THE TASK:
Going through the entries below, work out how many lines have the string "Korotkaya" in them. Give the number and nothing more.

(Collected data)
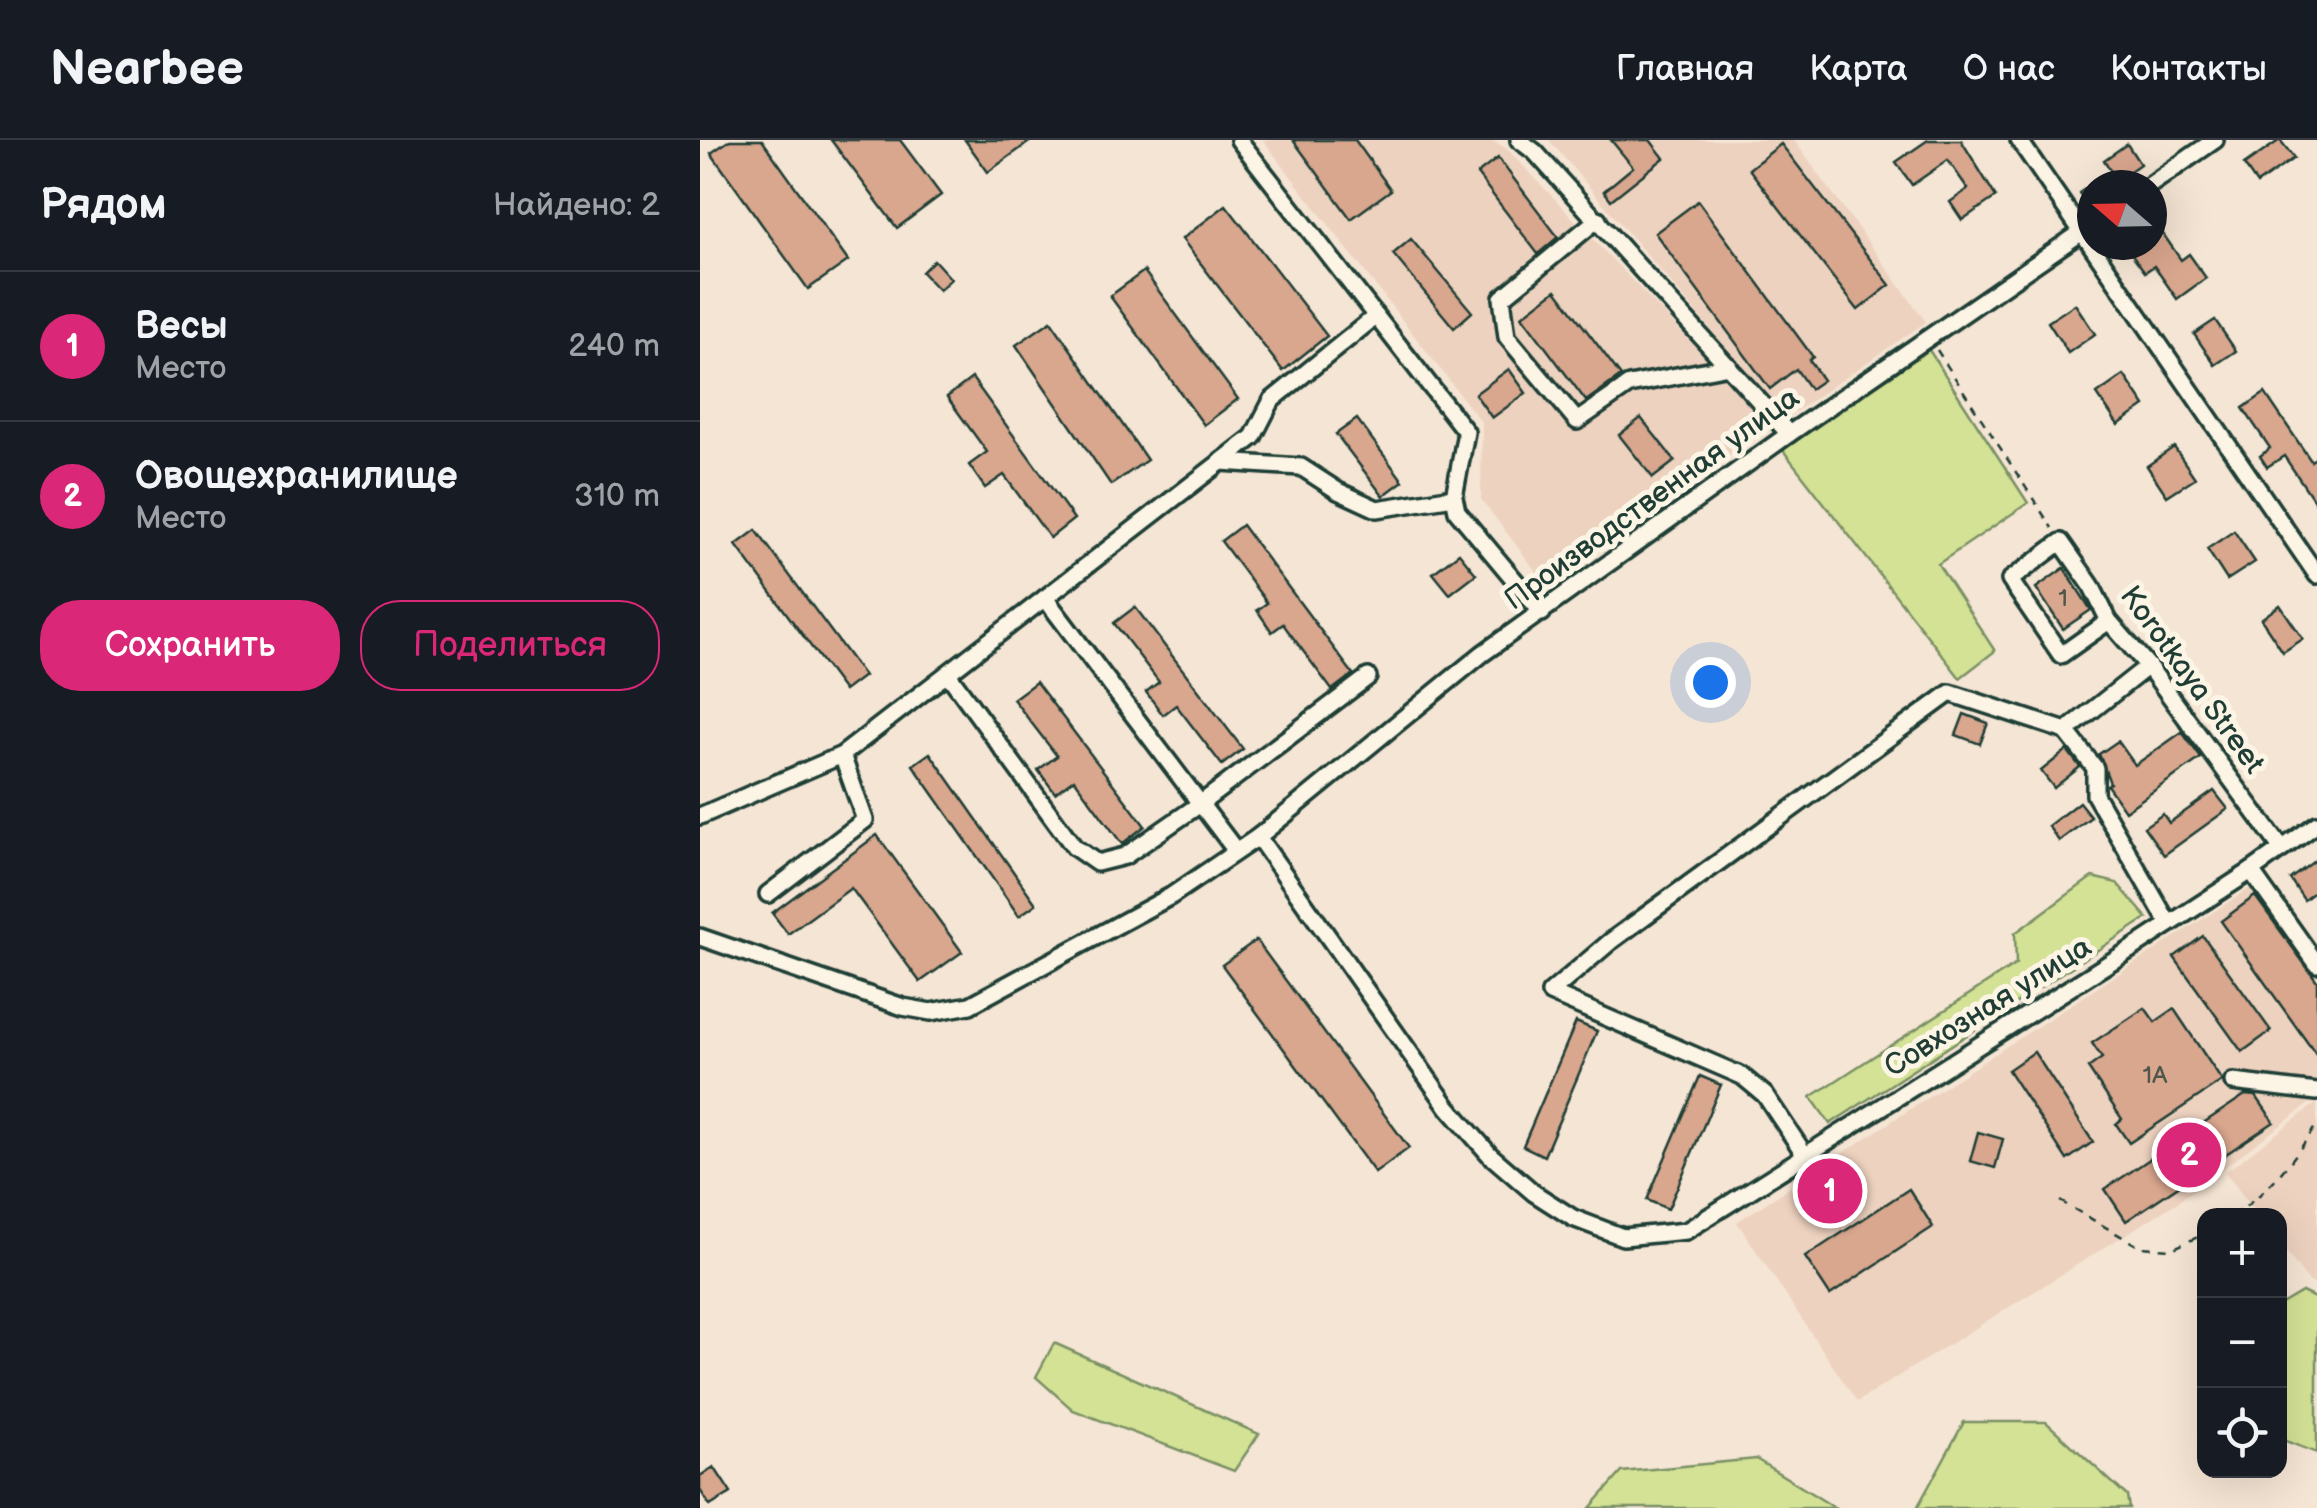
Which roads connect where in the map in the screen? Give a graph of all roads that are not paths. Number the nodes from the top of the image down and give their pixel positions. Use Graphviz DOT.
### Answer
graph roads {
  1 [pos="1239,140"];
  2 [pos="1520,140"];
  3 [pos="2019,140"];
  4 [pos="2215,140"];
  5 [pos="2167,173"];
  6 [pos="2077,215"];
  7 [pos="1598,219"];
  8 [pos="2077,235"];
  9 [pos="2108,260"];
  10 [pos="1376,316"];
  11 [pos="1729,366"];
  12 [pos="1789,434"];
  13 [pos="1221,462"];
  14 [pos="1454,497"];
  15 [pos="2317,576"];
  16 [pos="1044,598"];
  17 [pos="1542,613"];
  18 [pos="2109,620"];
  19 [pos="2148,666"];
  20 [pos="948,674"];
  21 [pos="1368,677"];
  22 [pos="2066,731"];
  23 [pos="842,756"];
  24 [pos="1200,804"];
  25 [pos="700,816"];
  26 [pos="2317,824"];
  27 [pos="1258,838"];
  28 [pos="2282,849"];
  29 [pos="1236,852"];
  30 [pos="2251,872"];
  31 [pos="768,894"];
  32 [pos="2169,924"];
  33 [pos="700,937"];
  34 [pos="2317,964"];
  35 [pos="2233,1082"];
  36 [pos="2317,1092"];
  37 [pos="1805,1156"];
  1 -- 10 [label="street"];
  2 -- 7 [label="street"];
  3 -- 6 [label="street"];
  4 -- 5 [label="street"];
  7 -- 11 [label="street"];
  7 -- 11 [label="street"];
  8 -- 12 [label="street, Производственная улица"];
  9 -- 15 [label="street"];
  10 -- 13 [label="street"];
  10 -- 14 [label="street"];
  11 -- 12 [label="street"];
  12 -- 17 [label="street, Производственная улица"];
  13 -- 14 [label="street"];
  13 -- 16 [label="street"];
  14 -- 17 [label="street"];
  16 -- 20 [label="street"];
  16 -- 24 [label="street"];
  17 -- 27 [label="street, Производственная улица"];
  18 -- 18 [label="street, Korotkaya Street"];
  18 -- 19 [label="street, Korotkaya Street"];
  19 -- 22 [label="street"];
  19 -- 28 [label="street, Korotkaya Street"];
  20 -- 23 [label="street"];
  20 -- 24 [label="street"];
  21 -- 24 [label="street"];
  22 -- 32 [label="street"];
  22 -- 37 [label="street"];
  23 -- 25 [label="street"];
  23 -- 31 [label="street"];
  24 -- 29 [label="street"];
  26 -- 28 [label="street, Совхозная улица"];
  27 -- 29 [label="street, Производственная улица"];
  27 -- 37 [label="street, Совхозная улица"];
  28 -- 30 [label="street, Совхозная улица"];
  29 -- 33 [label="street, Производственная улица"];
  30 -- 32 [label="street, Совхозная улица"];
  30 -- 34 [label="street"];
  32 -- 37 [label="street, Совхозная улица"];
  35 -- 36 [label="street"];
}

ANSWER TO THE PROBLEM:
3